Assignment:
Copy everything in the data below exactly except the pictures.

Provided records:
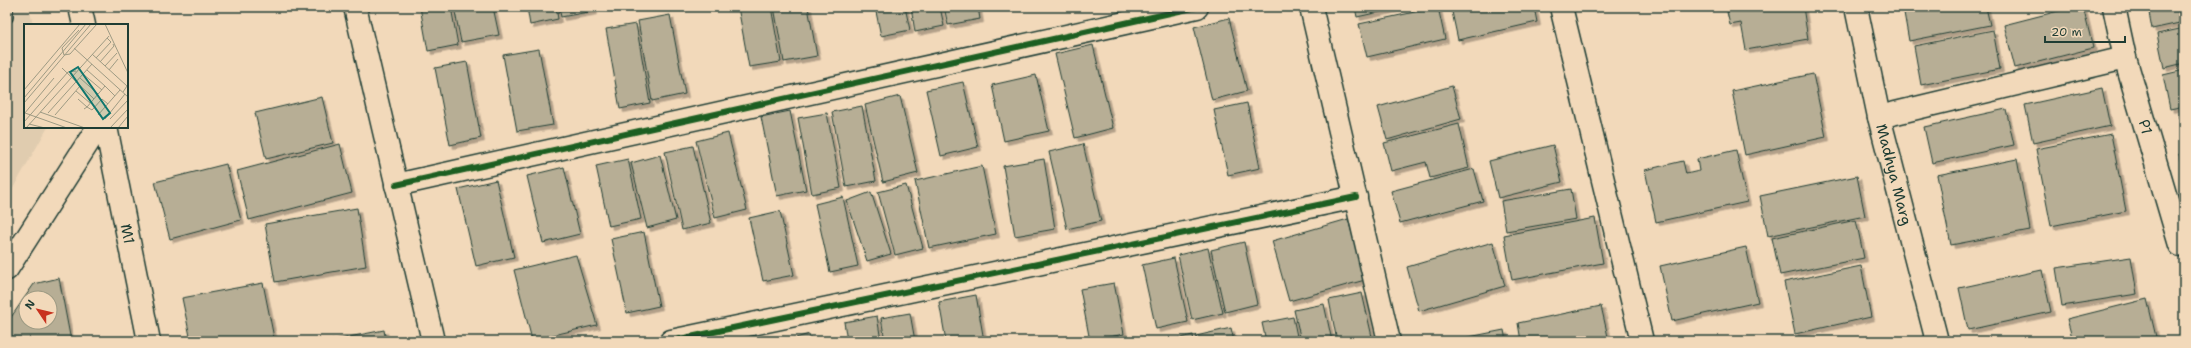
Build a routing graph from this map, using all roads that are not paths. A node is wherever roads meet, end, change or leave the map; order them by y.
1 (80, 7) edge
2 (355, 7) edge
3 (1197, 7) edge
4 (1311, 7) edge
5 (1561, 7) edge
6 (1856, 7) edge
7 (2114, 7) edge
8 (7, 10) edge
9 (7, 17) edge
10 (84, 24) edge
11 (2125, 58) junction
12 (1879, 117) junction
13 (97, 128) edge
14 (106, 128) edge
15 (396, 185) junction
16 (1356, 197) junction
17 (2182, 245) edge
18 (7, 269) edge
19 (149, 341) edge
20 (433, 341) edge
21 (671, 341) edge
22 (1389, 341) edge
23 (1642, 341) edge
24 (1938, 341) edge

1 - 10 street
2 - 15 street
3 - 15 street
4 - 16 street
5 - 23 street
6 - 12 street, Madhya Marg
7 - 11 street, P1
8 - 9 lane
11 - 12 street
11 - 17 street, P1
12 - 24 street, Madhya Marg
13 - 18 street
14 - 19 street, M1
15 - 20 street
16 - 21 street
16 - 22 street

Expected answer:
Build a routing graph from this map, using all roads that are not paths. A node is wherever roads meet, end, change or leave the map; order them by y.
1 (80, 7) edge
2 (355, 7) edge
3 (1197, 7) edge
4 (1311, 7) edge
5 (1561, 7) edge
6 (1856, 7) edge
7 (2114, 7) edge
8 (7, 10) edge
9 (7, 17) edge
10 (84, 24) edge
11 (2125, 58) junction
12 (1879, 117) junction
13 (97, 128) edge
14 (106, 128) edge
15 (396, 185) junction
16 (1356, 197) junction
17 (2182, 245) edge
18 (7, 269) edge
19 (149, 341) edge
20 (433, 341) edge
21 (671, 341) edge
22 (1389, 341) edge
23 (1642, 341) edge
24 (1938, 341) edge

1 - 10 street
2 - 15 street
3 - 15 street
4 - 16 street
5 - 23 street
6 - 12 street, Madhya Marg
7 - 11 street, P1
8 - 9 lane
11 - 12 street
11 - 17 street, P1
12 - 24 street, Madhya Marg
13 - 18 street
14 - 19 street, M1
15 - 20 street
16 - 21 street
16 - 22 street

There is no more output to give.